Clean up SkFloatBits
- remove dead code
- rewrite float -> int converters
The strategy for the new converters is:
- convert input to double
- floor/ceil/round in double space
- pin that double to [SK_MinS32, SK_MaxS32]
- truncate that double to int32_t
This simpler strategy does not work:
- floor/ceil/round in float space
- pin that float to [SK_MinS32, SK_MaxS32]
- truncate that float to int32_t
SK_MinS32 and SK_MaxS32 are not representable as floats:
they round to the nearest float, ±2^31, which makes the
pin insufficient for floats near SK_MinS32 (-2^31+1) or
SK_MaxS32 (+2^31-1).
float only has 24 bits of precision, and we need 31.
double can represent all integers up to 50-something bits.
An alternative is to pin in float to ±2147483520, the last
exactly representable float before SK_MaxS32 (127 too small).
Our tests test that we round as floor(x+0.5), which can
return different numbers than round(x) for negative x.
So this CL explicitly uses floor(x+0.5).
I've updated the tests with ±inf and ±NaN, and tried to
make them a little clearer, especially using SK_MinS32
instead of -SK_MaxS32.
I have not timed anything here. I have never seen any of these
methods in a profile.
BUG=skia:
GOLD_TRYBOT_URL= https://gold.skia.org/search?issue=2012333003
Review-Url: https://codereview.chromium.org/2012333003
diff --git a/bench/MathBench.cpp b/bench/MathBench.cpp
index 77ba2f0..877d426 100644
--- a/bench/MathBench.cpp
+++ b/bench/MathBench.cpp
@@ -607,3 +607,29 @@
DEF_BENCH( return new NormalizeBench(); )
DEF_BENCH( return new FixedMathBench(); )
+
+
+struct FloatToIntBench : public Benchmark {
+ enum { N = 1000000 };
+ float fFloats[N];
+ int fInts [N];
+
+ const char* onGetName() override { return "float_to_int"; }
+ bool isSuitableFor(Backend backend) override { return backend == kNonRendering_Backend; }
+
+ void onDelayedSetup() override {
+ const auto f32 = 4294967296.0f;
+ for (int i = 0; i < N; ++i) {
+ fFloats[i] = -f32 + i*(2*f32/N);
+ }
+ }
+
+ void onDraw(int loops, SkCanvas*) override {
+ while (loops --> 0) {
+ for (int i = 0; i < N; i++) {
+ fInts[i] = SkFloatToIntFloor(fFloats[i]);
+ }
+ }
+ }
+};
+DEF_BENCH( return new FloatToIntBench; )

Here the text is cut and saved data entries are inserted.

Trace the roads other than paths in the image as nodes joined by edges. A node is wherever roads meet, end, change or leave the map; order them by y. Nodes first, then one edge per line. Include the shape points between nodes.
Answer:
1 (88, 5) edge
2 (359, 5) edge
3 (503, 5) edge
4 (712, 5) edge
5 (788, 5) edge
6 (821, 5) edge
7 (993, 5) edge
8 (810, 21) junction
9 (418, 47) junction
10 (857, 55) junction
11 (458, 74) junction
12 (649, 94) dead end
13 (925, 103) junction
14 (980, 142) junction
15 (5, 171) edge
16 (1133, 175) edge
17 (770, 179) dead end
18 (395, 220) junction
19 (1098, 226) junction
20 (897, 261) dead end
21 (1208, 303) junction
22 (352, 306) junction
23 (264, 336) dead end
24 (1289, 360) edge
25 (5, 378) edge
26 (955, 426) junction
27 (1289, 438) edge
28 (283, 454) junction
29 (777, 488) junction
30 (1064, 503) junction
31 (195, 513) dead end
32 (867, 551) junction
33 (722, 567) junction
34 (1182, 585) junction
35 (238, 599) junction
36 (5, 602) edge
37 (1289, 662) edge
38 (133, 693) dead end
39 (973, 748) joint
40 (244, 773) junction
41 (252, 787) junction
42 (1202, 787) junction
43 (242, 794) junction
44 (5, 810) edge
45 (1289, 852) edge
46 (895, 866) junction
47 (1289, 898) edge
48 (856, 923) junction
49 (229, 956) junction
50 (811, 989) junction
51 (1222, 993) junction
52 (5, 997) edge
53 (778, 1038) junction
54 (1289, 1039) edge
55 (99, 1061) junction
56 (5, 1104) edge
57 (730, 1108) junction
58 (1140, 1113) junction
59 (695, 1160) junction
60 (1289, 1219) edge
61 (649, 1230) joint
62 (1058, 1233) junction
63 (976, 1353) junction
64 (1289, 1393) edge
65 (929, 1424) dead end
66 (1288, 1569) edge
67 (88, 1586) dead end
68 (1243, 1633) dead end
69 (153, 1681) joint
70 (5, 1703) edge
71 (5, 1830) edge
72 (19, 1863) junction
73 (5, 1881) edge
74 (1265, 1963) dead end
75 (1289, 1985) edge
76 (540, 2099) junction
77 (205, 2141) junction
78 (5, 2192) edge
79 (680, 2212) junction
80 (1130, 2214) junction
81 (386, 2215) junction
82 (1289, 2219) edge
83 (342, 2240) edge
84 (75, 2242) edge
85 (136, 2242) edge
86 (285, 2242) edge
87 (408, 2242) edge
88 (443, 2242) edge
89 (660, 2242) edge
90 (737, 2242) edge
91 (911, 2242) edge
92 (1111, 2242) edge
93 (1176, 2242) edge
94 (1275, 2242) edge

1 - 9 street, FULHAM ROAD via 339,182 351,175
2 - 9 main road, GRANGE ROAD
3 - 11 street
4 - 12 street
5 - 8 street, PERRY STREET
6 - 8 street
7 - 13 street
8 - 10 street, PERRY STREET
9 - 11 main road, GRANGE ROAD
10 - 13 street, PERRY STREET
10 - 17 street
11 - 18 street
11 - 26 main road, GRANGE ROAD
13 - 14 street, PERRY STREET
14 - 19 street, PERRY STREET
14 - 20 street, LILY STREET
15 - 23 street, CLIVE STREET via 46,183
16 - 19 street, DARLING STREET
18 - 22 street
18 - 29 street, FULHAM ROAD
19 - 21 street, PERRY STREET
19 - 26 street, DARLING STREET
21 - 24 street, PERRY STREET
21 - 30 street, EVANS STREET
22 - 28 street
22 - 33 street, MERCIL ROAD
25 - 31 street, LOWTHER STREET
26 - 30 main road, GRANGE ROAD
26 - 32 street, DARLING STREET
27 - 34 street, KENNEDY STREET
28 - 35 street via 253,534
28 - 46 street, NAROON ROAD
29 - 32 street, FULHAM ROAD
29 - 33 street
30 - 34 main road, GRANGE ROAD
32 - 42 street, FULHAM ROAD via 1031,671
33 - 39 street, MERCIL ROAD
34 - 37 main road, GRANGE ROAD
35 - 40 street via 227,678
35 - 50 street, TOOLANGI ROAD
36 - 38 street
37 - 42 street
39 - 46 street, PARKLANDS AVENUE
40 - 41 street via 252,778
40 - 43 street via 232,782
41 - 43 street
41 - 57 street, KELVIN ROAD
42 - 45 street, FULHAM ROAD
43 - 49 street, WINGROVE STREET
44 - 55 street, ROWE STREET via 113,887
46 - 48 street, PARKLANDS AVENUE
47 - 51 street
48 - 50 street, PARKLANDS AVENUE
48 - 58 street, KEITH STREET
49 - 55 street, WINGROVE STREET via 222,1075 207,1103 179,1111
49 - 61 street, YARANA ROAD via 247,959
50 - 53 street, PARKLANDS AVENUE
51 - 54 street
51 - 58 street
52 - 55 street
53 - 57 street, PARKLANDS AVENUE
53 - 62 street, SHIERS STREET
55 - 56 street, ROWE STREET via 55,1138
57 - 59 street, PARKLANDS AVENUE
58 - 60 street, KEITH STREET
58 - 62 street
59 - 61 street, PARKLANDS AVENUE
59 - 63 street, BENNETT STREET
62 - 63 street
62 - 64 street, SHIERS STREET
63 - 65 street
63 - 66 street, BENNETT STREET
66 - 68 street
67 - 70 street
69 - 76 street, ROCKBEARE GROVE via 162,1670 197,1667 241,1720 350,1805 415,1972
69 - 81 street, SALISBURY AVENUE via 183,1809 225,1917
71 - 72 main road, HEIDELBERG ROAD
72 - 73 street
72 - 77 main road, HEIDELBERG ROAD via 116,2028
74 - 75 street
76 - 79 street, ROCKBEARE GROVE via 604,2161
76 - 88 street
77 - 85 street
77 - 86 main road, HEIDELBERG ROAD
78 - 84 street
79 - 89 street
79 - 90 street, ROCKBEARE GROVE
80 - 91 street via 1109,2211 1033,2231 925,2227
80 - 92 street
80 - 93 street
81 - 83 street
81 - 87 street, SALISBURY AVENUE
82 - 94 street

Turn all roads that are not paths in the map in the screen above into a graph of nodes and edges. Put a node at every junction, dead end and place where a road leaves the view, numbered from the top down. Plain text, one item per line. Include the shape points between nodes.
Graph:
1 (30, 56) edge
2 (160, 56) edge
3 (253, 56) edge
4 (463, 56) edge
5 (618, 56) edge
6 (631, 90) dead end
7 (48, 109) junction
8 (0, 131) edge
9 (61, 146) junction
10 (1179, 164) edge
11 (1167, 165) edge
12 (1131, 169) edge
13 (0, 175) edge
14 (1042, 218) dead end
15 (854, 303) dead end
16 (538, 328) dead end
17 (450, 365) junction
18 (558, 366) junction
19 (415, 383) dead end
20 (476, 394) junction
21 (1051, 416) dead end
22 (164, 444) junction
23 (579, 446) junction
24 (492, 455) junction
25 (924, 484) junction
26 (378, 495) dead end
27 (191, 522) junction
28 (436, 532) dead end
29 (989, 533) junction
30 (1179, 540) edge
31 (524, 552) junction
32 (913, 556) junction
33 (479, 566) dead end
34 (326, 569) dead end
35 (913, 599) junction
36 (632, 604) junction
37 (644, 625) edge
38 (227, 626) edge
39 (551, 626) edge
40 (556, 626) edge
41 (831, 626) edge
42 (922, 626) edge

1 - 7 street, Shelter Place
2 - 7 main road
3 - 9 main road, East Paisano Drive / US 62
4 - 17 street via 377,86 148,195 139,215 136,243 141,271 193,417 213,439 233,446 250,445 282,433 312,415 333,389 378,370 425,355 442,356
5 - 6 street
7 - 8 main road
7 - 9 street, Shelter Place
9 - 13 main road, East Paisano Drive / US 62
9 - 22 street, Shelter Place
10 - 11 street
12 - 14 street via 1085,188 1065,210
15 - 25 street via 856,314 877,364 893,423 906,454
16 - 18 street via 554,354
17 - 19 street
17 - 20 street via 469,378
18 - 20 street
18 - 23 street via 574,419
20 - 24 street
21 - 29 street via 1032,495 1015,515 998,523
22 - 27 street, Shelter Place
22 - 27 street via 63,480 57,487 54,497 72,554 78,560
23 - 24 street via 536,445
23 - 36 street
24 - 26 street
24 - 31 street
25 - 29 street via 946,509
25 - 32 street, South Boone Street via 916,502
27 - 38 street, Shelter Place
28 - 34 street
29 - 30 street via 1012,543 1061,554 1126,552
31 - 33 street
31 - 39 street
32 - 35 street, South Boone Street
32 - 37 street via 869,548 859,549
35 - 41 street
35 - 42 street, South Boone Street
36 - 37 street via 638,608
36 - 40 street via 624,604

diff --git a/gyp/core.gypi b/gyp/core.gypi
index 38aa1b7..2ae75be 100644
--- a/gyp/core.gypi
+++ b/gyp/core.gypi
@@ -123,7 +123,6 @@
'<(skia_src_path)/core/SkFindAndPlaceGlyph.h',
'<(skia_src_path)/core/SkFlattenable.cpp',
'<(skia_src_path)/core/SkFlattenableSerialization.cpp',
- '<(skia_src_path)/core/SkFloatBits.cpp',
'<(skia_src_path)/core/SkFont.cpp',
'<(skia_src_path)/core/SkFontLCDConfig.cpp',
'<(skia_src_path)/core/SkFontMgr.cpp',
diff --git a/include/private/SkFloatBits.h b/include/private/SkFloatBits.h
index caad342..7aa13cf 100644
--- a/include/private/SkFloatBits.h
+++ b/include/private/SkFloatBits.h
@@ -1,4 +1,3 @@
-
/*
* Copyright 2008 The Android Open Source Project
*
@@ -11,6 +10,7 @@
#define SkFloatBits_DEFINED
#include "SkTypes.h"
+#include <math.h>
/** Convert a sign-bit int (i.e. float interpreted as int) into a 2s compliement
int. This also converts -0 (0x80000000) to 0. Doing this to a float allows
@@ -36,27 +36,6 @@
return x;
}
-/** Given the bit representation of a float, return its value cast to an int.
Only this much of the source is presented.